Work item =>
Where the data below begins, start retyping exactly, and end on the line with "wrist: (389, 447)", which is included; no picture goes in.
BEGIN Records provided
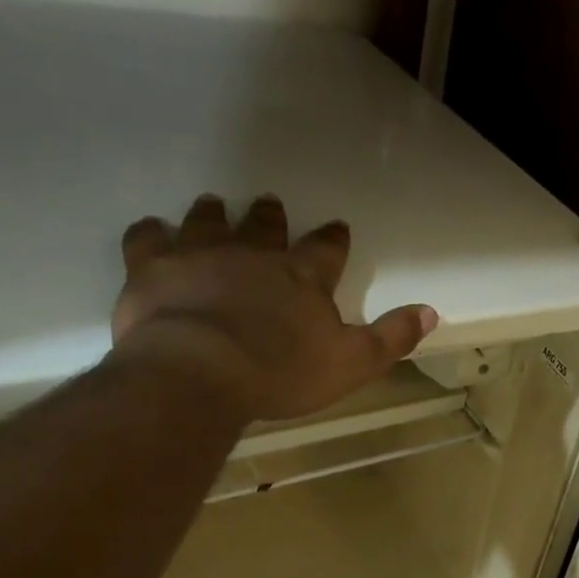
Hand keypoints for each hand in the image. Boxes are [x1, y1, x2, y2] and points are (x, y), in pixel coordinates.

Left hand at [111, 194, 437, 420]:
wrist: (200, 372)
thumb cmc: (282, 372)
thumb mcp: (353, 363)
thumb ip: (391, 337)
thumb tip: (431, 312)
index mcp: (303, 277)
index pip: (325, 250)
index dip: (333, 239)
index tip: (337, 227)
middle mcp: (253, 255)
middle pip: (265, 227)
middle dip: (270, 217)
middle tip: (270, 204)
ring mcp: (200, 255)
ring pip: (208, 222)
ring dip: (214, 213)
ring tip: (214, 204)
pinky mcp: (152, 267)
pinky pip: (148, 238)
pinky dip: (151, 231)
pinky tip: (151, 229)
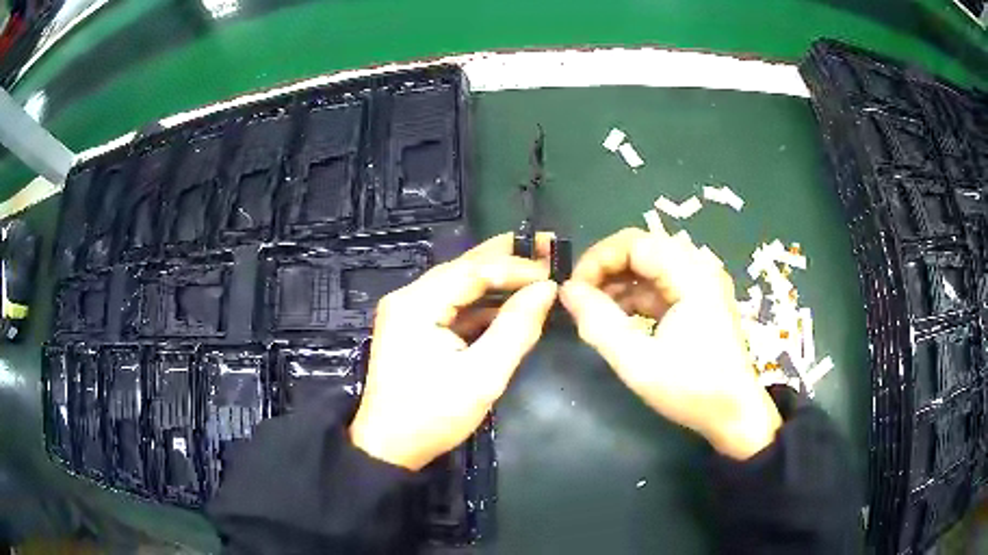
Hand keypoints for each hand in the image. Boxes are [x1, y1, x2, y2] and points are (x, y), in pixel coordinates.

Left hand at [350, 233, 558, 470]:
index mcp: (417, 303)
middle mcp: (408, 297)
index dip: (516, 267)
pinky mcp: (412, 327)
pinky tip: (507, 304)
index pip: (473, 270)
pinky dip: (481, 304)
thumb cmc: (433, 415)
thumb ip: (516, 328)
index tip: (552, 271)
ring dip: (495, 279)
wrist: (389, 447)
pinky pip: (451, 305)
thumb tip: (546, 289)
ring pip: (458, 284)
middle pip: (463, 268)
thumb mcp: (482, 376)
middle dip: (506, 258)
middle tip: (546, 247)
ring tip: (533, 270)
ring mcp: (408, 312)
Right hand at [559, 226, 781, 459]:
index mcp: (692, 275)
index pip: (635, 243)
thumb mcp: (638, 362)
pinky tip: (617, 319)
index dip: (598, 259)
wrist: (735, 415)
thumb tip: (567, 290)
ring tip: (593, 311)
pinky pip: (660, 286)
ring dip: (619, 283)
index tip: (573, 290)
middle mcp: (699, 269)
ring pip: (650, 267)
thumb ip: (598, 323)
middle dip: (606, 270)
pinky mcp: (699, 301)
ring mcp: (702, 284)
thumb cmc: (692, 389)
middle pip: (642, 249)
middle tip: (580, 299)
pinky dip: (635, 297)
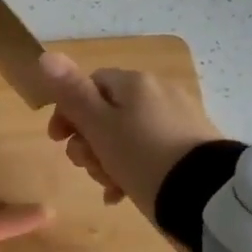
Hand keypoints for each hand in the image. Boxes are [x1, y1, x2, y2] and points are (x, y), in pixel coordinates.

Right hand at [38, 51, 225, 211]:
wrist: (205, 194)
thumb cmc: (141, 157)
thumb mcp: (100, 126)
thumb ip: (72, 93)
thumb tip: (45, 56)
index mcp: (134, 83)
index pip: (90, 84)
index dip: (68, 111)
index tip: (57, 140)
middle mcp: (157, 93)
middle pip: (107, 112)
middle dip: (88, 141)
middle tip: (85, 167)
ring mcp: (177, 119)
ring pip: (126, 135)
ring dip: (106, 159)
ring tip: (107, 186)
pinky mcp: (191, 146)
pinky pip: (149, 152)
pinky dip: (131, 169)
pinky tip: (122, 194)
END Records provided
Reply =>
Hand keypoints for each hand in the image. Boxes are [x1, y1, x2, y2] and points are (x, y), in pixel coordinates.

Left hand at [111, 194, 437, 420]:
wrist: (200, 372)
thumb cmc: (282, 372)
thumb mcp: (353, 363)
thumb ip: (391, 337)
thumb tip: (431, 312)
index mcp: (303, 277)
index pip: (325, 250)
index dip: (333, 239)
index tip: (337, 227)
middle mcp: (253, 255)
middle pip: (265, 227)
middle dip: (270, 217)
middle tip: (270, 204)
ring mcp: (200, 255)
ring pip: (208, 222)
ring dip: (214, 213)
ring tip: (214, 204)
pinky mcp: (152, 267)
pinky pip: (148, 238)
pinky dip: (151, 231)
pinky tip: (151, 229)
Hand keypoints for each hand in the image. Boxes are [x1, y1, x2, y2] and points are (x, y), in pixel coordinates.

Left hand at [350, 233, 558, 470]:
index mcp: (417, 303)
middle mcp: (408, 297)
index dip: (516, 267)
pinky mcp: (412, 327)
pinky tip: (507, 304)
index pip: (473, 270)
pinky dip: (481, 304)
thumb cmc: (433, 415)
thumb ip: (516, 328)
index tip: (552, 271)
ring dip: (495, 279)
wrist: (389, 447)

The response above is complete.